Circular tests for HSM machine tools: Bore machining application

TL;DR

This paper introduces a new protocol for analyzing high-speed machining (HSM) machine tools during circular interpolation, focusing on kinematic behavior and its impact on part quality and machining time.

Contribution

A novel testing protocol and kinematic model for HSM machine tools during circular interpolation, enhancing understanding of machine behavior and part accuracy.

Findings

Axis capacities significantly affect feed rate during interpolation

Kinematic model accurately predicts bore machining outcomes

Protocol improves assessment of HSM machine tool performance

Abstract

Today's High-Speed Machining (HSM) machine tool combines productivity and part quality. The difficulty inherent in HSM operations lies in understanding the impact of machine tool behaviour on machining time and part quality. Analysis of some of the relevant ISO standards (230-1998, 10791-1998) and a complementary protocol for better understanding HSM technology are presented in the first part of this paper.
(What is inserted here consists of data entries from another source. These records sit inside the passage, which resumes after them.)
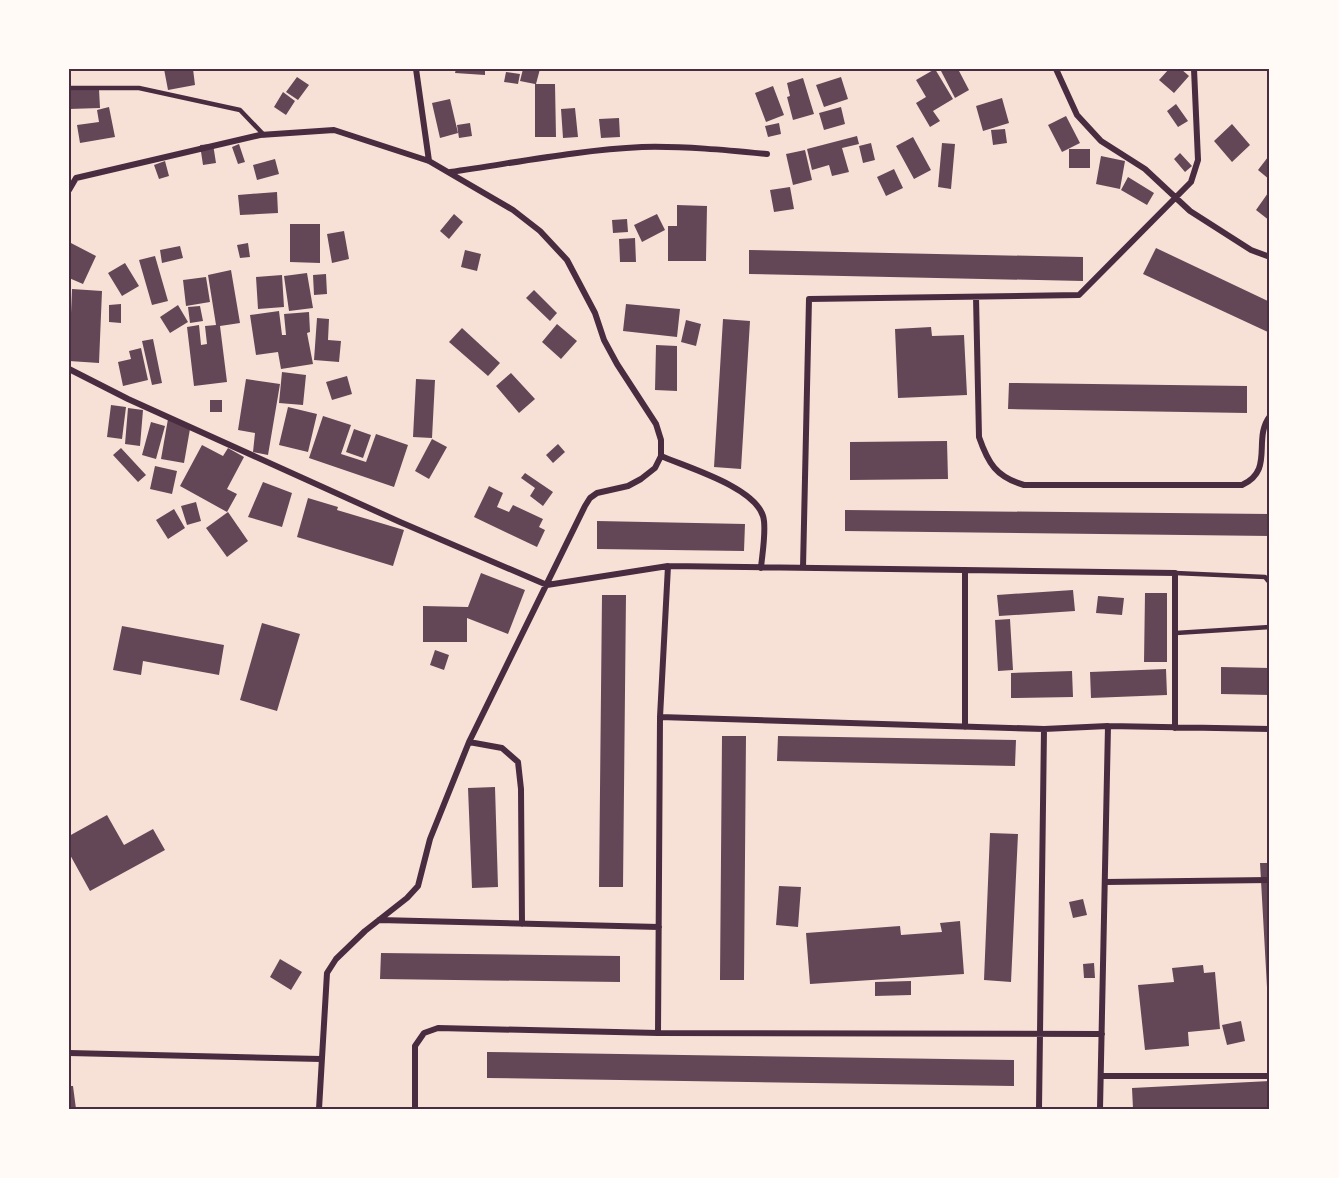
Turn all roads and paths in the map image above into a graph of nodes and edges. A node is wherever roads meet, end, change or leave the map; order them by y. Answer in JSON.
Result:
{"nodes":[{"id":1,"x":416,"y":69,"type":"edge"},
{"id":2,"x":1056,"y":69,"type":"edge"},
{"id":3,"x":1194,"y":69,"type":"edge"},
{"id":4,"x":69,"y":88,"type":"edge"},
{"id":5,"x":264,"y":135,"type":"junction"},
{"id":6,"x":767,"y":154,"type":"dead end"},
{"id":7,"x":429,"y":161,"type":"junction"},
{"id":8,"x":449,"y":172,"type":"junction"},
{"id":9,"x":69,"y":190,"type":"edge"},
{"id":10,"x":1176,"y":197,"type":"junction"},
{"id":11,"x":1270,"y":257,"type":"edge"},
{"id":12,"x":976,"y":297,"type":"junction"},
{"id":13,"x":69,"y":369,"type":"edge"},
{"id":14,"x":1270,"y":416,"type":"edge"},
{"id":15,"x":661,"y":456,"type":"junction"},
{"id":16,"x":668,"y":566,"type":"junction"},
{"id":17,"x":761,"y":568,"type":"junction"},
{"id":18,"x":803,"y":568,"type":"junction"},
{"id":19,"x":965,"y":571,"type":"junction"},
{"id":20,"x":1175,"y":573,"type":"junction"},
{"id":21,"x":1270,"y":583,"type":"edge"},
{"id":22,"x":547,"y":585,"type":"junction"},
{"id":23,"x":1270,"y":627,"type":"edge"},
{"id":24,"x":1176,"y":633,"type":"junction"},
{"id":25,"x":660,"y":717,"type":"junction"},
{"id":26,"x":1108,"y":726,"type":"junction"},
{"id":27,"x":965,"y":727,"type":"junction"},
{"id":28,"x":1175,"y":728,"type":"junction"},
{"id":29,"x":1044,"y":729,"type":"junction"},
{"id":30,"x":1270,"y":729,"type":"edge"},
{"id":31,"x":469,"y":742,"type":"junction"},
{"id":32,"x":1270,"y":880,"type":"edge"},
{"id":33,"x":1105,"y":882,"type":"junction"},
{"id":34,"x":379,"y":920,"type":"junction"},
{"id":35,"x":522,"y":924,"type":"junction"},
{"id":36,"x":658,"y":927,"type":"junction"},
{"id":37,"x":658,"y":1033,"type":"junction"},
{"id":38,"x":1102,"y":1034,"type":"junction"},
{"id":39,"x":1040,"y":1035,"type":"junction"},
{"id":40,"x":69,"y":1053,"type":"edge"},
{"id":41,"x":321,"y":1059,"type":"junction"},
{"id":42,"x":1101,"y":1076,"type":"junction"},
{"id":43,"x":1270,"y":1076,"type":"edge"},
{"id":44,"x":319,"y":1109,"type":"edge"},
{"id":45,"x":415,"y":1109,"type":"edge"},
{"id":46,"x":1039,"y":1109,"type":"edge"},
{"id":47,"x":1100,"y":1109,"type":"edge"}],
"edges":[{"from":1,"to":7,"type":"street"},
{"from":2,"to":10,"type":"street"},
{"from":3,"to":10,"type":"street"},
{"from":4,"to":5,"type":"lane"},
{"from":5,"to":7,"type":"street"},
{"from":5,"to":9,"type":"street"},
{"from":6,"to":8,"type":"street"},
{"from":7,"to":8,"type":"street"},
{"from":8,"to":15,"type":"street"},
{"from":10,"to":11,"type":"street"},
{"from":10,"to":12,"type":"street"},
{"from":12,"to":14,"type":"street"},
{"from":12,"to":18,"type":"street"},
{"from":13,"to":22,"type":"street"},
{"from":15,"to":17,"type":"street"},
{"from":15,"to":22,"type":"street"},
{"from":16,"to":17,"type":"street"},
{"from":16,"to":22,"type":"street"},
{"from":16,"to":25,"type":"street"},
{"from":17,"to":18,"type":"street"},
{"from":18,"to":19,"type":"street"},
{"from":19,"to":20,"type":"street"},
{"from":19,"to":27,"type":"street"},
{"from":20,"to":21,"type":"lane"},
{"from":20,"to":24,"type":"street"},
{"from":22,"to":31,"type":"street"},
{"from":23,"to":24,"type":"lane"},
{"from":24,"to":28,"type":"street"},
{"from":25,"to":27,"type":"street"},
{"from":25,"to":36,"type":"street"},
{"from":26,"to":28,"type":"street"},
{"from":26,"to":29,"type":"street"},
{"from":26,"to":33,"type":"street"},
{"from":27,"to":29,"type":"street"},
{"from":28,"to":30,"type":"street"},
{"from":29,"to":39,"type":"street"},
{"from":31,"to":34,"type":"street"},
{"from":31,"to":35,"type":"street"},
{"from":32,"to":33,"type":"street"},
{"from":33,"to":38,"type":"street"},
{"from":34,"to":35,"type":"street"},
{"from":34,"to":41,"type":"street"},
{"from":35,"to":36,"type":"street"},
{"from":36,"to":37,"type":"street"},
{"from":37,"to":39,"type":"street"},
{"from":37,"to":45,"type":"street"},
{"from":38,"to":39,"type":"street"},
{"from":38,"to":42,"type":"street"},
{"from":39,"to":46,"type":"street"},
{"from":40,"to":41,"type":"street"},
{"from":41,"to":44,"type":"street"},
{"from":42,"to":43,"type":"street"},
{"from":42,"to":47,"type":"street"}]}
These ISO standards are devoted to the procedures implemented in order to study the behavior of machine tool. As these procedures do not integrate HSM technology, the need for HSM machine tool tests becomes critical to improving the trade-off between machining time and part quality. A new protocol for analysing the HSM technology impact during circular interpolation is presented in the second part of the paper. This protocol which allows evaluating kinematic machine tool behaviour during circular interpolation was designed from tests without machining. These tests are discussed and their results analysed in the paper. During the circular interpolation, axis capacities (such as acceleration or Jerk) related to certain setting parameters of the numerical control unit have a significant impact on the value of the feed rate. Consequently, a kinematic model for a circular-interpolated trajectory was developed on the basis of these parameters. Moreover, the link between part accuracy and kinematic machine tool behaviour was established. The kinematic model was ultimately validated on a bore machining simulation.